Your answer should be every line with the word "roads", copied from the data below.

* [PROVIDED DATA]:
════════════════

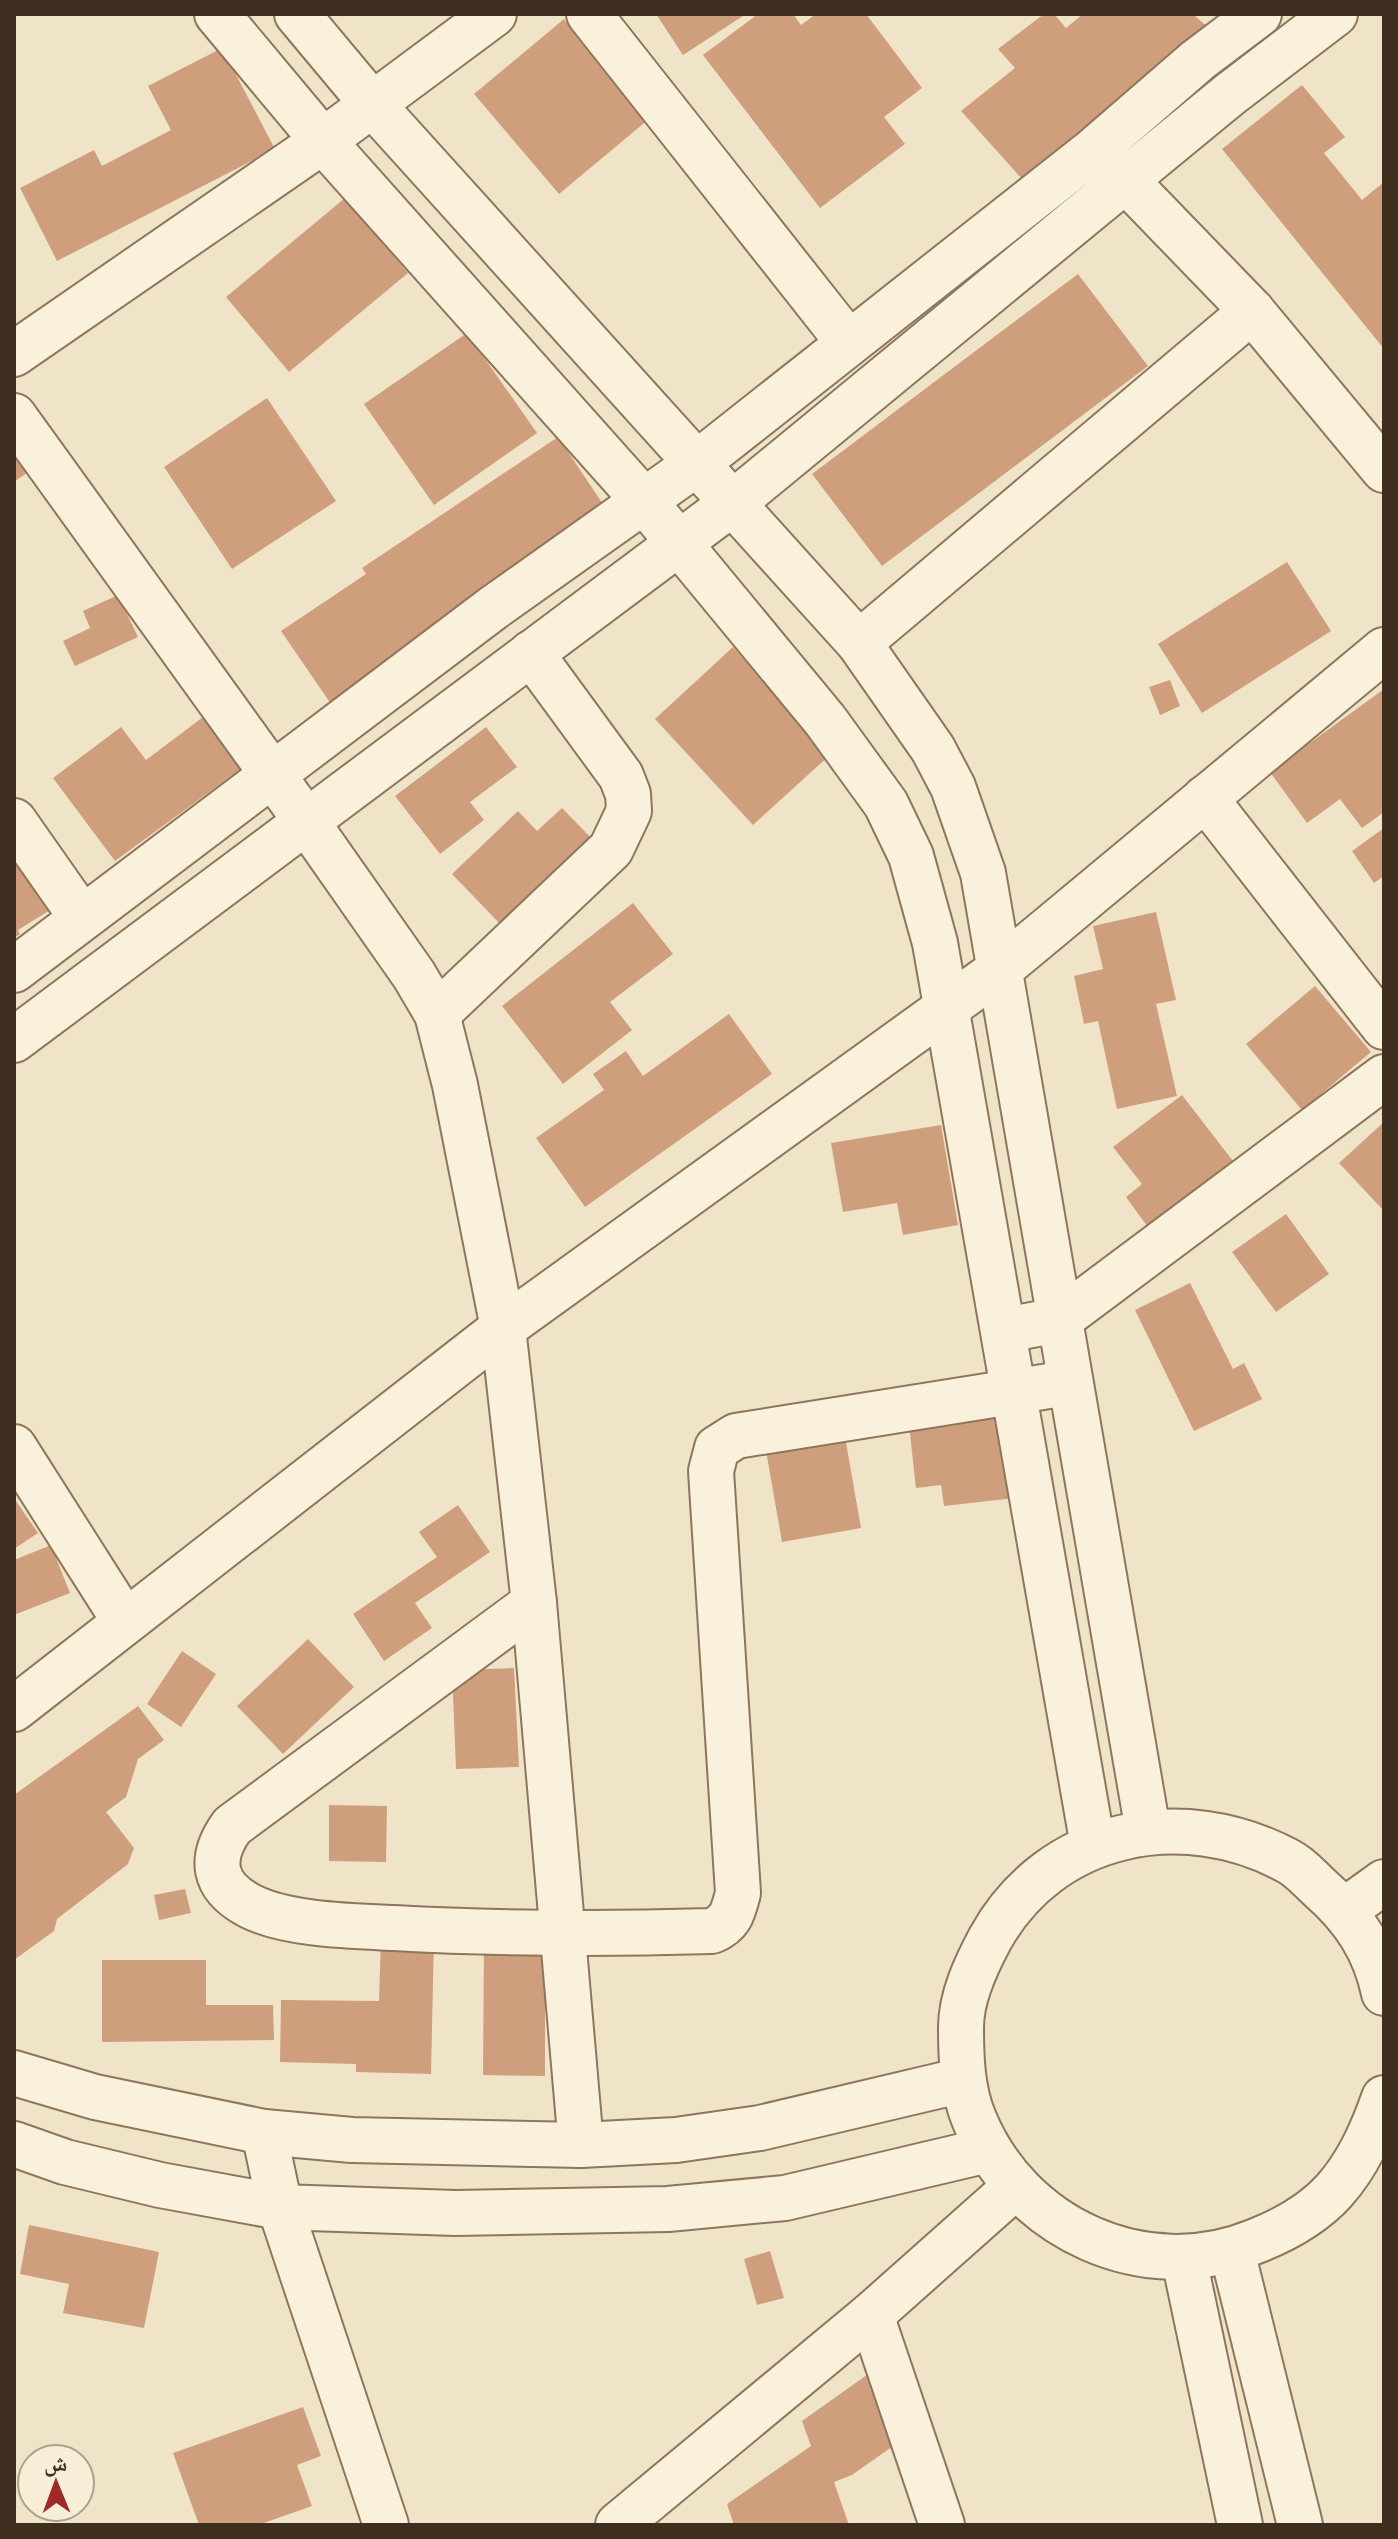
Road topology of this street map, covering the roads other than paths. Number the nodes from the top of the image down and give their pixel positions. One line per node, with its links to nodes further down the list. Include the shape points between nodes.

════════════════

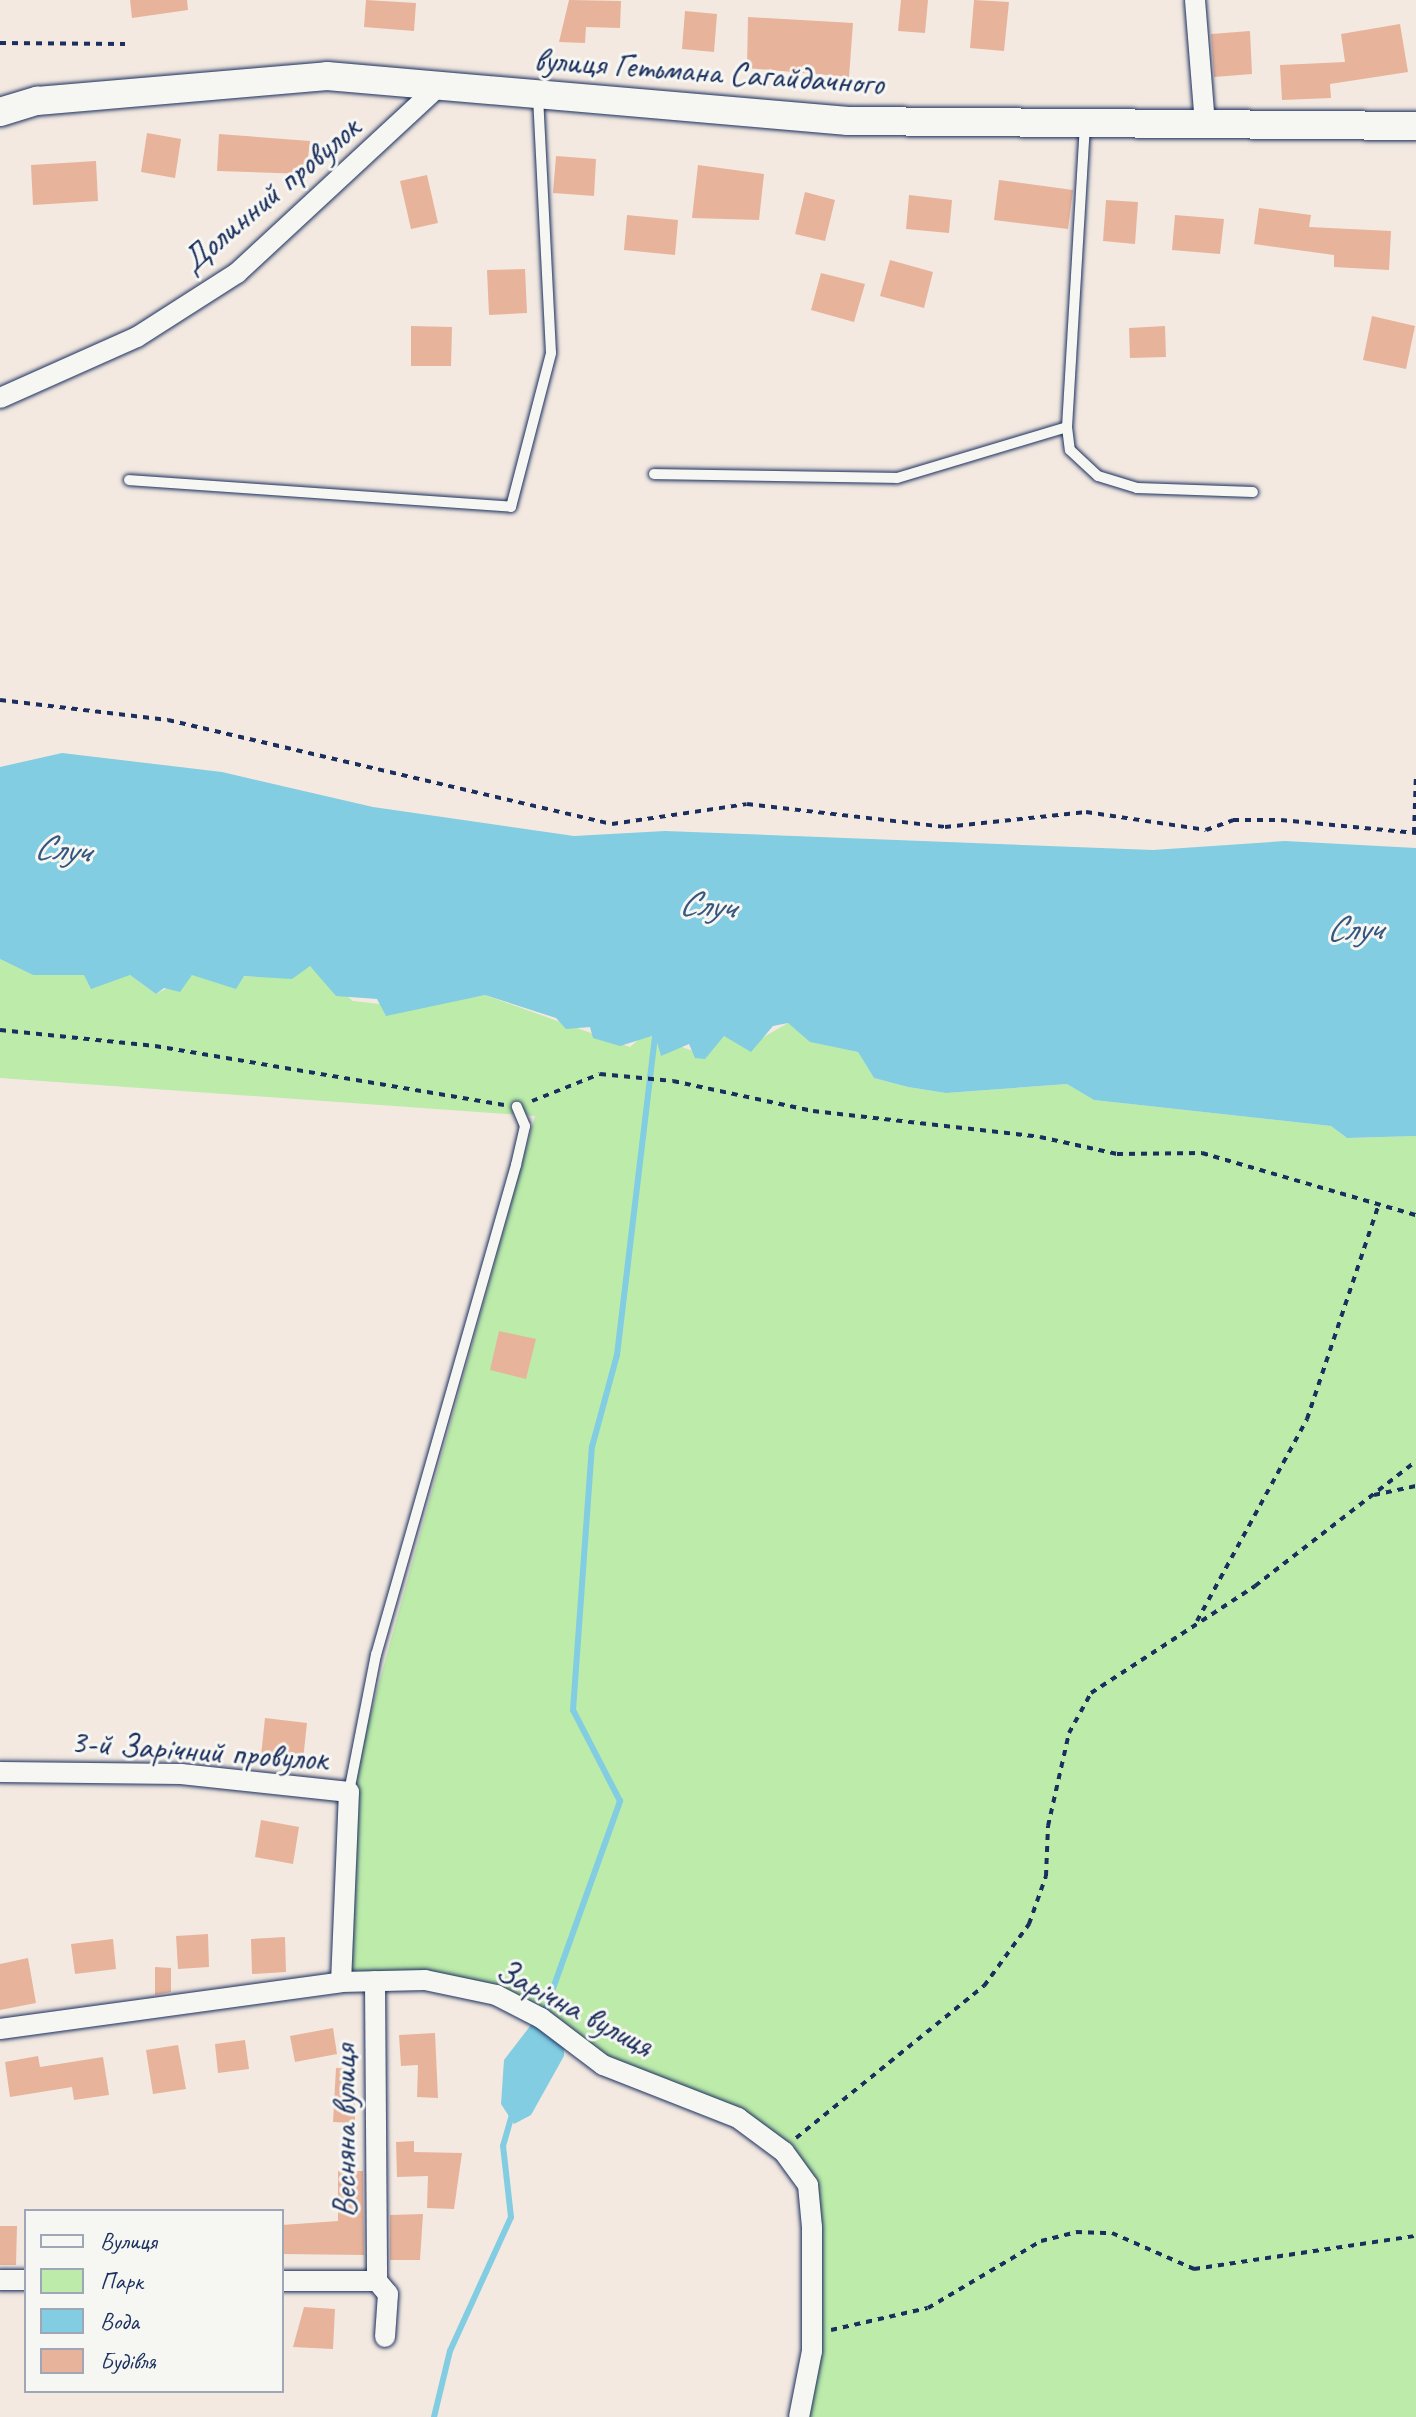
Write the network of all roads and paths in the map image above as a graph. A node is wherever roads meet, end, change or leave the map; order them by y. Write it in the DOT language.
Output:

════════════════

* [ANSWER SPACE]:
Road topology of this street map, covering the roads other than paths. Number the nodes from the top of the image down and give their pixel positions. One line per node, with its links to nodes further down the list. Include the shape points between nodes.
Write the network of all roads and paths in the map image above as a graph. A node is wherever roads meet, end, change or leave the map; order them by y. Write it in the DOT language.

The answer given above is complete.